Relocation is madness. Bring back the Bears

By Matt Cleary / Expert

And just like that, rugby league is talking about expansion. Or relocation. Or both, or something.

And journos ‘On The Pulse’ (and in encrypted WhatsApp chats) are explaining the arcane and business-like practices that the ARL Commission has mooted to shift Sydney clubs out of town, to ensure viability and profitability and to uphold the greater good.

Nothing locked in, of course, for these are but fishing exercises by suits in high places. Politicians do the same thing with policy; leak a backbencher’s brain-fart to the papers, see how it flies among the populace.

Cheaper and easier than focus groups. Even more transparent, in a back-arsed sort of way. Policy played out in the court of public opinion; it’s how we roll in these late twenty-teens.

Anyway – the ARLC and/or the NRL (never really get the demarcation, who’s boss of what) have cobbled together a plan, a white paper, even, to prop up under-performing Sydney NRL clubs with revenue that would apparently flow from broadcasters once that club had relocated to a new place where people watch telly.

And one supposes that makes sense in a Ken-Cowley-taking-Super-League-to-the-massive-untapped-markets-of-New-York-Johannesburg-and-Hong-Kong kind of way.

For mine?

Ridiculous. Madness. Relocation disenchants and disenfranchises existing fans, while new ones get a sort of half-arsed relocated mob from somewhere else. That they can’t really own.

It’s like when politicians are parachuted into safe seats. Who are these people?

It’s like a bad merge. Everyone’s sold a pup, a homeless hound that nobody owns.

Yet it seems they’re looking to do it, these political players, because television money tells them it’s time.

And if that’s the case, if eyeballs on televisions are all, then the ARLC suited bean-counters must do this:

Bring back the Bears.

Yep: the North Sydney Bears.

SYDNEY, AUSTRALIA – 1998: Billy Moore of the Bears shows his frustration during a NRL match between the St George Dragons and the North Sydney Bears at Kogarah Oval 1998, in Sydney, Australia. (Photo by Getty Images)

Yes, yes – adding a team in Sydney would appear to fly in the face of the “there’s too many teams in Sydney” argument.

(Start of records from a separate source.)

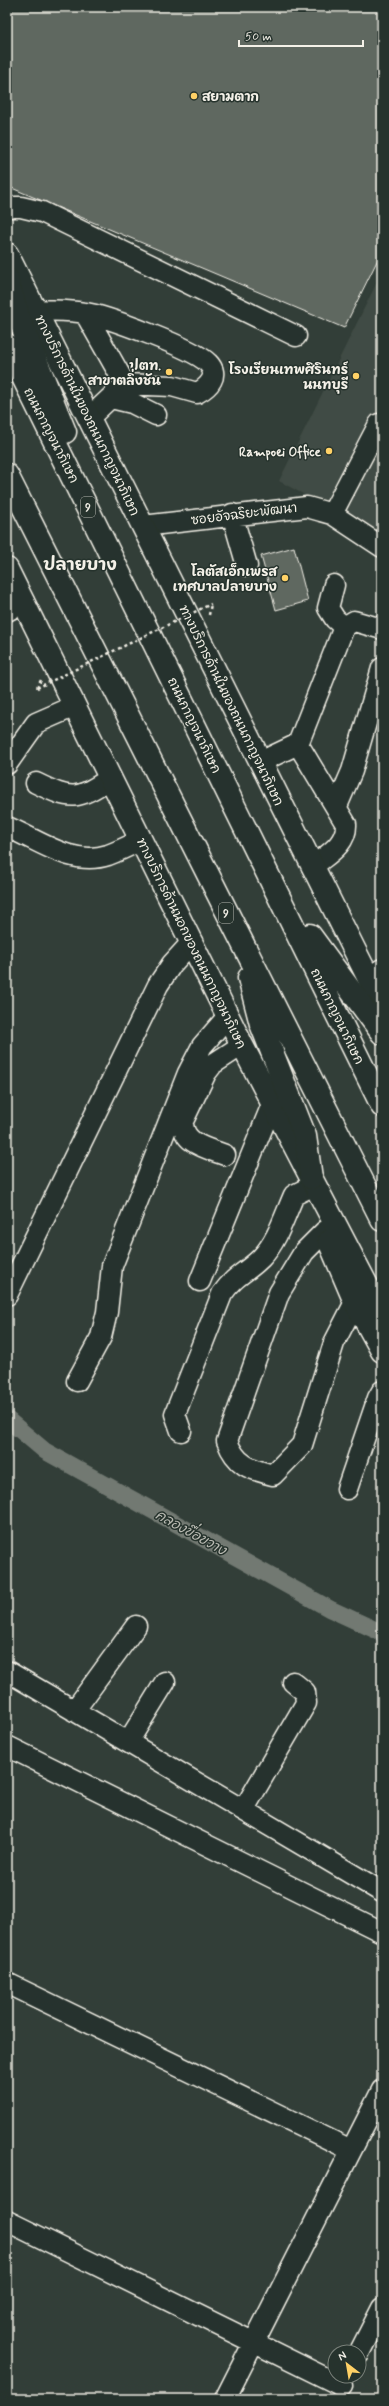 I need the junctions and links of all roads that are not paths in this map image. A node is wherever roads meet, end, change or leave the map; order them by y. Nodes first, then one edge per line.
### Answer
1 (7, 207) edge
2 (7, 254) edge
3 (7, 278) edge
4 (36, 310) junction
5 (85, 312) junction
6 (296, 336) dead end
7 (7, 345) edge
8 (118, 391) junction
9 (156, 415) dead end
10 (90, 417) junction
11 (381, 422) edge
12 (7, 476) edge
13 (83, 497) junction
14 (232, 514) junction
15 (332, 514) junction
16 (143, 526) junction
17 (382, 546) edge
18 (247, 566) dead end
19 (7, 569) edge
20 (334, 585) dead end
21 (15, 607) edge
22 (344, 627) junction
23 (382, 629) edge
24 (382, 668) edge
25 (75, 706) junction
26 (298, 744) junction
27 (260, 762) junction
28 (7, 764) edge
29 (111, 778) junction
30 (36, 783) dead end
31 (337, 806) junction
32 (7, 828) edge
33 (141, 840) junction
34 (312, 867) junction
35 (275, 887) junction
36 (192, 942) junction
37 (243, 947) junction
38 (375, 974) edge
39 (382, 1005) edge
40 (228, 1016) junction
41 (382, 1033) edge
42 (242, 1045) junction
43 (273, 1102) junction
44 (382, 1106) edge
45 (225, 1155) dead end
46 (317, 1189) junction
47 (382, 1220) edge
48 (325, 1230) junction
49 (200, 1281) dead end
50 (7, 1295) edge
51 (355, 1302) junction
52 (382, 1314) edge
53 (382, 1352) edge
54 (77, 1380) dead end
55 (382, 1391) edge
56 (181, 1431) dead end
57 (347, 1489) dead end
58 (136, 1626) dead end
59 (7, 1671) edge
60 (165, 1682) dead end
61 (293, 1682) dead end
62 (74, 1711) junction
63 (128, 1742) junction
64 (7, 1746) edge
65 (244, 1809) junction
66 (379, 1883) edge
67 (382, 1932) edge
68 (7, 1983) edge
69 (382, 2090) edge
70 (352, 2150) junction
71 (7, 2221) edge
72 (380, 2317) edge
73 (253, 2343) junction
74 (364, 2344) edge
75 (342, 2387) edge
76 (225, 2399) edge

1 - 6 street
2 - 4 main road, ทางบริการด้านในของถนนกาญจนาภิเษก
3 - 13 main road
4 - 5 street
4 - 10 main road, ทางบริการด้านในของถนนกาญจนาภิเษก
5 - 8 street
5 - 8 street
7 - 13 main road, ถนนกาญจนาภิเษก / 9
8 - 9 street
8 - 10 street
10 - 16 main road, ทางบริการด้านในของถนนกาญจนาภิเษก
11 - 15 street
12 - 37 main road, 9
13 - 35 main road, ถนนกาญจนาภิเษก / 9
14 - 15 street, ซอยอัจฉริยะพัฒนา
14 - 16 street, ซอยอัจฉริยะพัฒนา
14 - 18 street
15 - 17 street, ซอยอัจฉริยะพัฒนา
16 - 27 main road, ทางบริการด้านในของถนนกาญจนาภิเษก
19 - 21 main road, ทางบริการด้านนอกของถนนกาญจนาภิเษก
20 - 22 street
21 - 25 main road, ทางบริการด้านนอกของถนนกาญจนาภิเษก
22 - 23 street
22 - 26 street
24 - 31 street
25 - 28 street
25 - 29 main road, ทางบริการด้านนอกของถนนกาญจนาภิเษก
26 - 27 street
26 - 31 street
27 - 34 main road, ทางบริการด้านในของถนนกาญจนาภิเษก
29 - 30 street
29 - 33 main road, ทางบริการด้านนอกของถนนกาญจนาภิเษก
31 - 34 street
32 - 33 street
33 - 36 main road, ทางบริการด้านนอกของถนนกาญจนาภิเษก
34 - 38 main road, ทางบริการด้านในของถนนกาญจนาภิเษก
35 - 41 main road
35 - 44 main road, ถนนกาญจนาภิเษก / 9
36 - 40 main road, ทางบริการด้านนอกของถนนกาญจนาภิเษก
36 - 50 street
37 - 46 main road
37 - 47 main road, 9
38 - 39 main road, ทางบริการด้านในของถนนกาญจนาภิเษก
40 - 42 main road, ทางบริการด้านนอกของถนนกาญจนาภิเษก
40 - 54 street
42 - 43 main road, ทางบริการด้านนอกของถนนกาญจนาภิเษก
42 - 45 street
43 - 46 main road, ทางบริการด้านนอกของถนนกาญจนาภิเษก
43 - 49 street
46 - 48 main road
46 - 52 main road, ทางบริการด้านนอกของถนนกาญจนาภิเษก
46 - 56 street
48 - 51 main road
48 - 51 street
51 - 53 main road
55 - 57 street
58 - 62 street
59 - 62 street
60 - 63 street
61 - 65 street
62 - 63 street
63 - 65 street
64 - 67 street
65 - 66 street
68 - 70 street
69 - 70 street
70 - 73 street
71 - 73 street
72 - 74 street
73 - 75 street
73 - 76 street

I can see how that might appear.

But they should still do it. And they should do it because there is not a team in northern Sydney. And there are lots and lots and lots of eyeballs.

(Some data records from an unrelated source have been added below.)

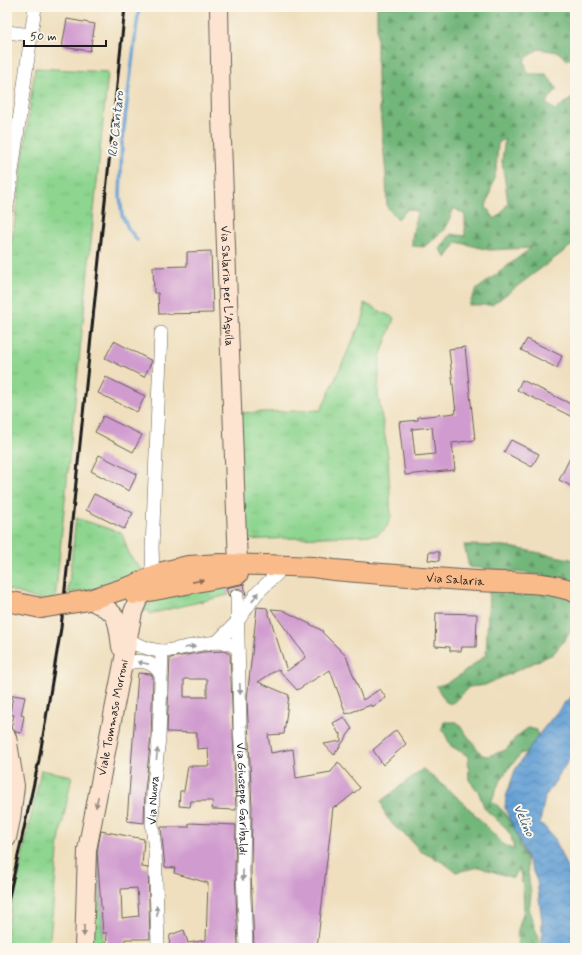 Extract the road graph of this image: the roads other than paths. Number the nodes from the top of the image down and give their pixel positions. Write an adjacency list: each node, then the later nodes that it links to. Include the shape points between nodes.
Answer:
1 (35, 7): 4 (street)
2 (219, 7): 7 (main road, Via Salaria per L'Aquila)
3 (7, 32): 4 (street)
4 (30, 35): 5 (street)
5 (7, 207)
6 (161, 333): 8 (street)
7 (236, 539): 9 (main road, via 224,554); 13 (main road, Via Salaria per L'Aquila)
8 (152, 549): 12 (street, via 152,571); 12 (street, via 163,564)
9 (204, 565): 12 (main road, via 188,566); 13 (main road)
10 (334, 570): 11 (main road, Via Salaria); 13 (main road, Via Salaria, via 313,567); 14 (main road, Via Salaria, via 520,582 563,587)
11 (277, 574): 13 (main road, Via Salaria); 21 (street, one-way to 11, via 257,593)
12 (157, 578): 13 (main road, one-way to 13); 15 (main road); 16 (main road); 19 (main road, Viale Tommaso Morroni, via 139,598)
13 (240, 578): 21 (street, Via Giuseppe Garibaldi)
14 (575, 592)
15 (118, 597): 16 (main road); 19 (main road)
16 (89, 600): 18 (main road, bridge); 26 (main road, via 107,608 115,615)
17 (7, 601): 18 (main road)
18 (41, 608): 20 (main road)
19 (134, 610): 22 (main road, Viale Tommaso Morroni)
20 (7, 615)
21 (237, 622): 23 (street); 24 (street, Via Giuseppe Garibaldi)
22 (127, 640): 25 (street); 26 (main road, Viale Tommaso Morroni)
23 (217, 642): 24 (street, via 231,645); 25 (street, one-way to 23)
24 (238, 650): 32 (street, Via Giuseppe Garibaldi, one-way to 32)
25 (162, 651): 27 (street, Via Nuova)
26 (122, 665): 27 (street, one-way to 26, via 156,667 140,662); 30 (main road, Viale Tommaso Morroni, one-way to 30, via 87,850)
27 (161, 675): 31 (street, Via Nuova, one-way to 27, via 158,945 152,824)
28 (7, 737): 29 (main road, via 15,786)
29 (7, 838)
30 (84, 948)
31 (154, 948)
32 (246, 948)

There are 600,000 people in northern Sydney, which is more than the Sydney catchments serving Roosters, Rabbitohs, Dragons, Sharks, Sea Eagles and Bulldogs.

From Kirribilli to Hornsby Heights, from the Roseville Bridge to north-west Ryde, 600,000 people don’t have a footy team to call their own.

And there used to be one called the North Sydney Bears.

And if you brought back the North Sydney Bears to represent these 600,000 people in the northern suburbs of Sydney, it would be an instant and irrevocable success.

Because 600,000 people.

“Fish where the fish are,” is something my old man would say, and he didn’t even like fishing.

The television folks would say the same.

SYDNEY, AUSTRALIA – 1994: Mark Soden of the North Sydney Bears offloads the ball during a ARL match played in Sydney, Australia. (Photo by Getty Images)

I had a yarn once with an academic, Hunter Fujak, of University Technology Sydney. He’s a doctor of demographics. He’s done the PhD, bought the T-shirt.

He’s in demand by NRL clubs. He’s presented Powerpoint shows to many suits detailing the findings of his years of study into Sydney people’s sports-consuming habits.

And Dr Fujak’s research tells us this: Canterbury has 440,000 people in their catchment.

Cronulla has 220,000, the Dragons have 260,000 (not counting Wollongong). Manly has 250,000, the Roosters 200,000 and Souths 390,000.

Only Parramatta (890,000) and Wests Tigers (690,000) have a larger catchment while Penrith (590,000) is about the same.

And all those catchments have a team, while a 600,000-strong chunk of Sydney does not.

Thus a merge of Sydney Dragon-Sharks would be “logical”. As would Electric Dog-Eels.

But like the Northern Eagles, they would be abominations. Nobody would win, not even TV.

Because of emotion, tribalism, and all that good, “human” stuff, the Northern Eagles were horrible. The north shore isn’t the northern beaches. People conflate these regions but they should not, for they are like two Koreas.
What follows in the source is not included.